In conclusion, we showed that Oncotype DX significantly increased physicians’ confidence in adjuvant chemotherapy recommendations and agreement among oncologists in providing adiuvant treatment recommendations for patients with ER+/HER2− early breast cancer. In our opinion, these are two highly relevant and underappreciated benefits of using genomic tests in routine practice. These results add to a large body of literature that supports the use of genomic assays to determine adjuvant chemotherapy use and encourage a broader implementation of these assays in clinical practice.

Materials and methods

Clinical cases

The study used real-world data retrieved from the institutional database of San Raffaele Hospital in Milan, Italy. Among patients with ER+/HER2− early breast cancer who underwent breast surgery at our institution, we identified those with stage pT1c-2, node-negative, grade 2/3, Ki67 of at least 15%, and RS available. Among patients with the above characteristics, we randomly selected 30 cases.

Procedures

Within our network of collaborating colleagues, we identified 16 breast oncologists with different years of clinical practice experience in Italy and US: 10 seniors, defined as oncologists with at least 15 years of experience (Italy, n = 6; US, n = 4), and 6 juniors, defined as oncologists within 2 years from the end of fellowship (Italy, n = 3; US, n = 3). Each participant was contacted by email and received a file containing the clinicopathologic features of the 30 patients: age, menopausal status, tumor histotype, tumor size, grade, ER, PgR and Ki67 levels (Supplementary Table 1). The study was conducted between January and March 2020.

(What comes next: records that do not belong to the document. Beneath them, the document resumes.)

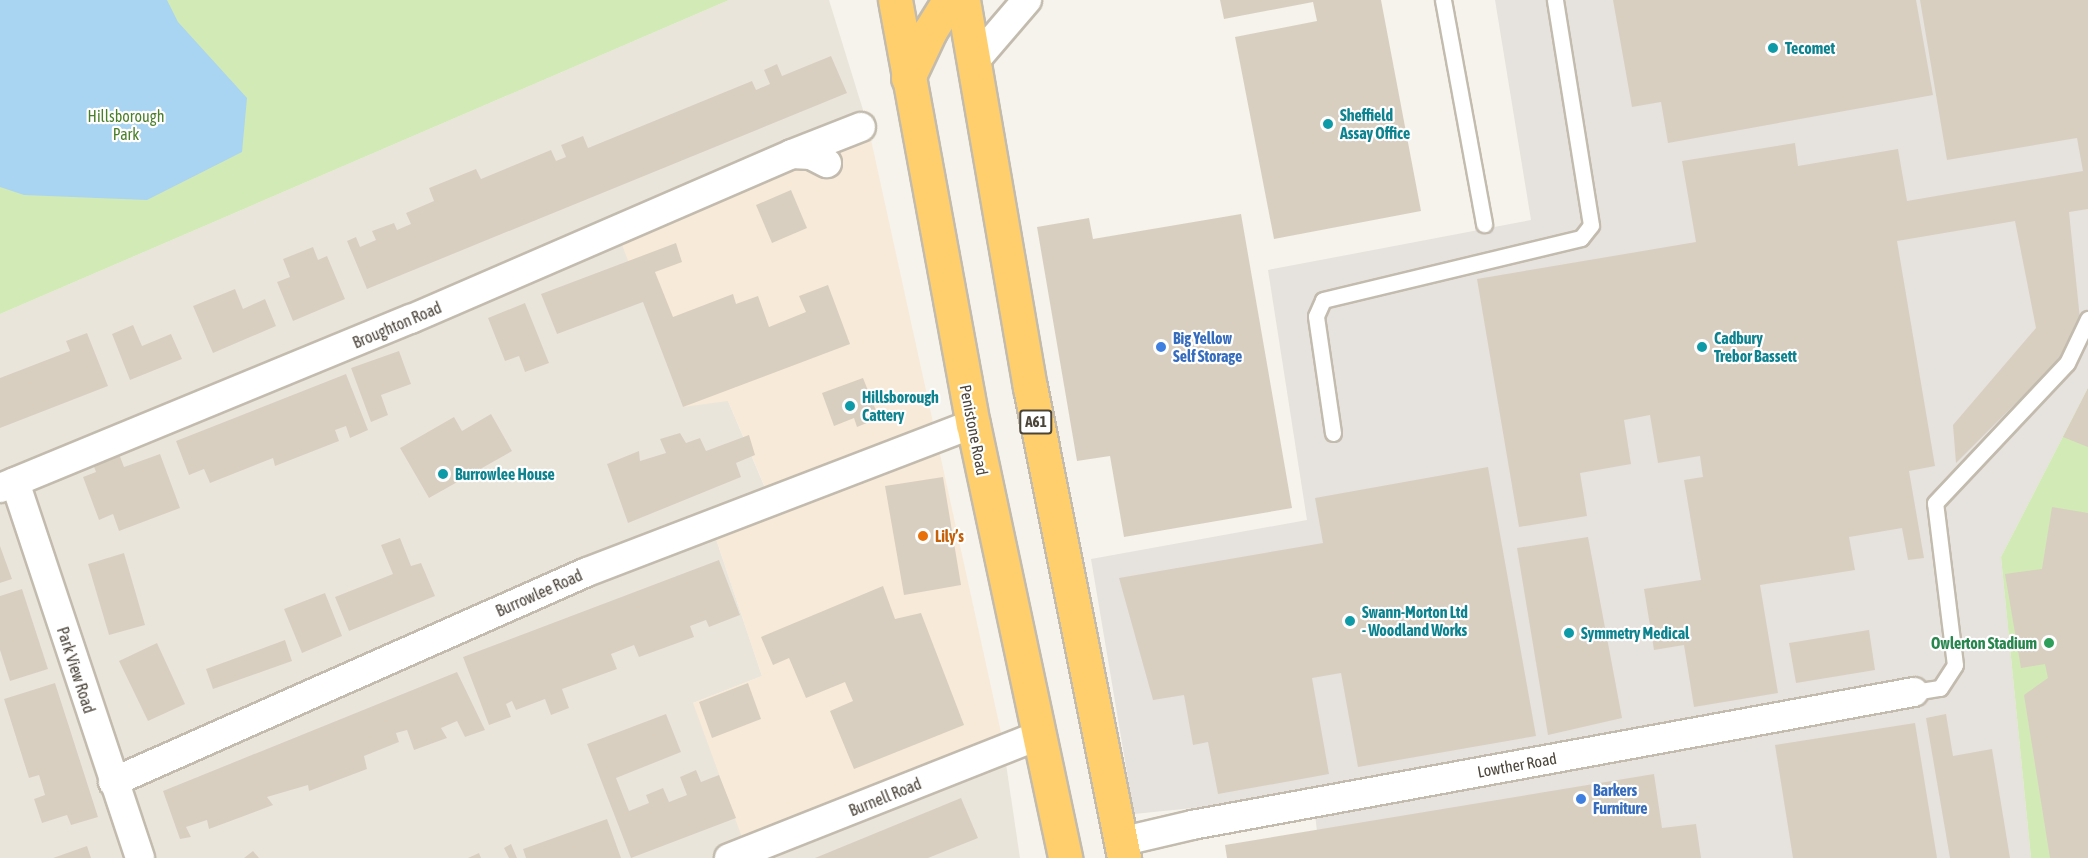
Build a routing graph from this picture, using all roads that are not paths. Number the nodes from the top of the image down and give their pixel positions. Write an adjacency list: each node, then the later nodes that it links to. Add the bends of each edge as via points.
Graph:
1 (895, 0): 8 (highway, Penistone Road)
2 (949, 0): 8 (highway)
3 (963, 0): 7 (highway, A61)
4 (1027, 0): 7 (street)
5 (1443, 0): 12 (lane)
6 (1555, 0): 15 (lane, via 1591,225 1581,238 1323,300 1316,316)
7 (973, 63): 20 (highway, A61, via 1030,387)
8 (908, 78): 14 (highway, Penistone Road)
9 (861, 127): 10 (street, Broughton Road)
10 (792, 154): 11 (street, via 811,155); 16 (street, Broughton Road, via 411,320)
11 (827, 163)
12 (1484, 224)
13 (2088, 319): 17 (lane, via 2067,363 1935,503 1955,665 1940,688)
14 (973, 424): 18 (highway, Penistone Road, via 1015,635); 19 (street, Burrowlee Road, via 587,572)
15 (1333, 433)
16 (8, 485): 19 (street, Park View Road)
17 (1914, 692): 20 (street, Lowther Road, via 1192,825)
18 (1040, 735): 22 (street, Burnell Road); 23 (highway, Penistone Road)
19 (113, 782): 21 (street, Park View Road)
20 (1122, 850)
21 (140, 858)
22 (729, 858)
23 (1065, 858)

Participants had to provide recommendations if adjuvant chemotherapy was indicated or not, twice; first, based on clinicopathologic features only (pre-RS), and then (about 2 weeks later) with the RS results available (post-RS). Each pre- and post-RS adjuvant chemotherapy recommendation had to be annotated with three levels of confidence; absolutely certain, fairly certain, or uncertain.

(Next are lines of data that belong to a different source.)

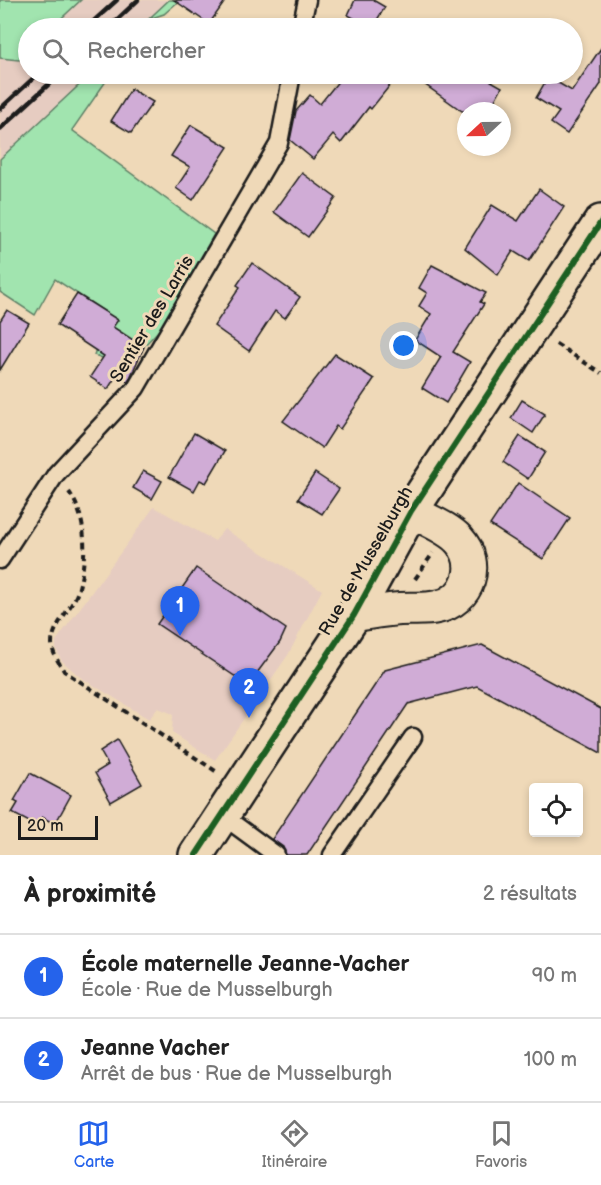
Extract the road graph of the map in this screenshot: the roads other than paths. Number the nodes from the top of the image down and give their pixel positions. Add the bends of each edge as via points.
1 (307, 0) edge
2 (303, 18) edge
3 (290, 84) edge
4 (601, 222) edge
5 (411, 512) junction
6 (0, 560) edge
7 (354, 615) junction
8 (413, 737) dead end
9 (223, 816) junction
10 (196, 855) edge
11 (276, 855) edge
12 (332, 855) edge

1 - 2 lane
3 - 6 lane, Sentier des Larris via 279,143 136,388 56,474
4 - 5 street, Rue de Musselburgh
5 - 7 street, Rue de Musselburgh
5 - 7 street via 444,528 468,554 471,573 464,591 452,602 436,607
7 - 9 street, Rue de Musselburgh
8 - 12 lane
9 - 10 street, Rue de Musselburgh
9 - 11 lane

Chemotherapy recommendation pre-RS was given according to ESMO/ASCO guidelines (depending on country); participants could use (but this was not mandatory) a clinical risk score calculator to help in decision making.

Study objectives

The primary objective of the study was to assess both oncologists’ degree of confidence and intra- and inter-oncologist agreement in adjuvant chemotherapy treatment recommendation pre- and post-RS.

Statistics

Descriptive statistics were used to summarize patient and tumor characteristics. Each patient was assigned an identification (ID) number. McNemar’s test was used to assess whether the proportion of patients for whom chemotherapy was recommended changed from pre- to post‐RS. Intra- and inter-observer agreement was assessed by Cohen’s kappa (K) in all possible pairwise comparisons between two oncologists, the Fleiss’ kappa (FK) agreement was used to measure overall agreement in recommendations pre- and post-RS.

Ethics

The study was conducted in accordance with the Declaration of Helsinki as revised in 2013. All participants signed informed consent to allow use of routine surgical pathology specimens for Oncotype DX testing. The 30 patients included in this study were randomly selected among the cohort of patients participating at the observational PONDx study31. The protocol was approved by the Institutional Review Board of San Raffaele Hospital.

Reporting summary

Further information on research design is available in the Nature Research Reporting Summary linked to this article.